Türban / başörtüsü konusu ülkede aşılmış.. AKP saflarında “İktidara gelince türbanı yeniden yasaklayacaklar” propagandası alttan alta ısıtılınca, Kılıçdaroğlu (herhalde partisi ile de görüşerek, hatta ittifakın diğer bileşenlerini de bilgilendirerek), türban meselesini bir yasa maddesi ile siyasetin gündeminden çıkaralım girişiminde bulundu. Bu bir güvence sayılabilirdi.
İlk başta, yine türban üzerine tartışmalar gündemi meşgul edecek, ana konular arka plana itilecek itirazımı arka plana iterek, yasa önerisine yine de olumlu yaklaştım.
Düşünülmeyen bir nokta ortaya çıktı: Türban AKP müktesebatının bir parçası, CHP’nin yasa önerisine asla destek vermeyecekleri açık (CHP de böylece açığa düşecekler diye düşünmüş olmalı!) ve 2007- 2012 yılları sürecindeki tüm türban tartışmalarını gündeme getirecekleri ve haftalarca sürecek bir türban tartışmasını sürdürecekleri, can alıcı tüm sorunları ötelemeye girişecekleri görülmedi.
HATA YAPILDI
Özgürlükler bir bütün. Dezenformasyon yasasıyla tamamen yasaklı,
cezalı, habere konuşmaya yasak ve ağır cezalar koyan bir ülkeye
dönüştürülmeye çalışılan bir ortamda, özgürlük
denince “türbanı, tarikatı, ensarı,
cemaatleri” anlayan, “Özgürlükleri biz
getirdik” yalanıyla ortalıkta dolaşan bir iktidarla, hiçbir
ortaklık kurulamayacağı görülemiyor.
İşte gelin bunu anayasanın bir daha değiştirilemez maddesine dönüştürelim önerisi, böyle bir arsızlık içeriyor. Yasaklar cenderesine tıkılan bir ülkede, zaten özgür - serbest olan türbanı mı konu etmeliyiz?

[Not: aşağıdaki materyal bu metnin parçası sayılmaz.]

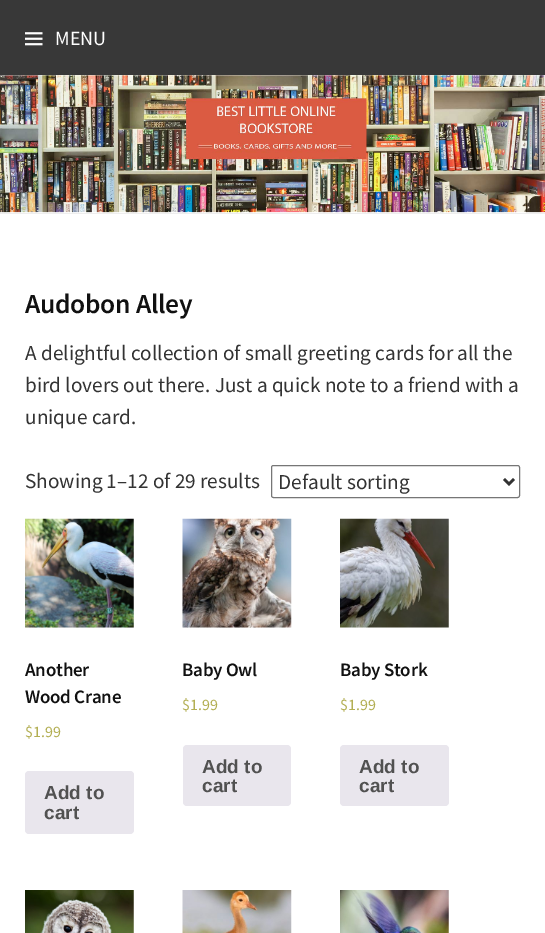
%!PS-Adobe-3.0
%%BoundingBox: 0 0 545 933
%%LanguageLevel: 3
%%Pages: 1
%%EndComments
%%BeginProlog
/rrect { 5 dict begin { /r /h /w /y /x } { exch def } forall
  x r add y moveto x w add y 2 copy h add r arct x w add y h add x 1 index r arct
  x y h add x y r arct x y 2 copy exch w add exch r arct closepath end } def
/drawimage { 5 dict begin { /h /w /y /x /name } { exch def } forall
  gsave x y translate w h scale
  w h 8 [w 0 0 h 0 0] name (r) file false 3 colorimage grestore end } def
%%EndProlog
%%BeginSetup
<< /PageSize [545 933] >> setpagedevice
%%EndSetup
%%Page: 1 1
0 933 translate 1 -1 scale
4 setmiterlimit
1 setgray
0 0 545 933 rectfill
0.933 setgray
0 213 545 1 rectfill
0.22 setgray
0 0 545 75 rectfill
(images/1.raw) 25 32 18 14 drawimage
(images/2.raw) 0 75 545 138 drawimage
0.463 setgray
271.5 465.5 248 32 2 rrect stroke
0.2 setgray
2.5 setlinewidth
newpath 504 479 moveto 509 484 lineto 514 479 lineto stroke
(images/3.raw) 25 518 109 110 drawimage
0.914 0.902 0.929 setrgbcolor
25 771 109 63 4 rrect fill
(images/4.raw) 182 518 110 110 drawimage
183 745 108 61 4 rrect fill
(images/5.raw) 340 518 109 110 drawimage
340 745 109 61 4 rrect fill
(images/6.raw) 25 890 109 43 drawimage
(images/7.raw) 182 890 110 43 drawimage
(images/8.raw) 340 890 109 43 drawimage
/SourceSansPro-Regular [20 0 0 -20 0 0] selectfont
1 setgray
55 45 moveto (MENU) show
/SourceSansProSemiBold-SemiBold [27.5 0 0 -27.5 0 0] selectfont
0.067 setgray
25 313 moveto -0.25 0 (Audobon Alley) ashow
/SourceSansPro-Regular [21.25 0 0 -21.25 0 0] selectfont
0.2 setgray
25 360 moveto (A delightful collection of small greeting cards for all the) show
25 392 moveto (bird lovers out there. Just a quick note to a friend with a) show
25 424 moveto (unique card.) show
25 488 moveto (Showing 1–12 of 29 results) show
278 489 moveto (Default sorting) show
/SourceSansProSemiBold-SemiBold [19 0 0 -19 0 0] selectfont
0.067 setgray
25 676 moveto -0.25 0 (Another) ashow
25 703 moveto -0.25 0 (Wood Crane) ashow
/SourceSansPro-Regular [16 0 0 -16 0 0] selectfont
0.702 0.686 0.329 setrgbcolor
25 737 moveto ($1.99) show
/LiberationSans-Bold [19 0 0 -19 0 0] selectfont
0.318 setgray
44 799 moveto (Add to) show
44 819 moveto (cart) show
/SourceSansProSemiBold-SemiBold [19 0 0 -19 0 0] selectfont
0.067 setgray
182 676 moveto -0.25 0 (Baby Owl) ashow
/SourceSansPro-Regular [16 0 0 -16 0 0] selectfont
0.702 0.686 0.329 setrgbcolor
182 710 moveto ($1.99) show
/LiberationSans-Bold [19 0 0 -19 0 0] selectfont
0.318 setgray
202 773 moveto (Add to) show
202 792 moveto (cart) show
/SourceSansProSemiBold-SemiBold [19 0 0 -19 0 0] selectfont
0.067 setgray
340 676 moveto -0.25 0 (Baby Stork) ashow
/SourceSansPro-Regular [16 0 0 -16 0 0] selectfont
0.702 0.686 0.329 setrgbcolor
340 710 moveto ($1.99) show
/LiberationSans-Bold [19 0 0 -19 0 0] selectfont
0.318 setgray
359 773 moveto (Add to) show
359 792 moveto (cart) show
showpage
%%EOF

AKP BİR ÖZGÜRLÜK YALANIDIR
Hayır, “Gelin anayasanın basın hürdür sansür edilemez, habere
yasak konulamaz, insanların TV’lerde özgürce konuşmasından dolayı
TV’lere asla ceza verilemez, ifade özgürlüğü asla kısıtlanamaz,
dezenformasyon yasası ile iktidarın emrindeki mahkemelerin,
RTÜK’ün, BİK’in anayasayı -yasaları çiğnemesi kabul
edilemez konusunu bir daha anayasa maddesi
yapalım” denmesi gereken bir ortamda, kılık kıyafeti AKP’ye
büyük bir yem olarak atmak, yanlışın da yanlışı bir adım.
İktidar özgürlük yalanı arkasında duruyor.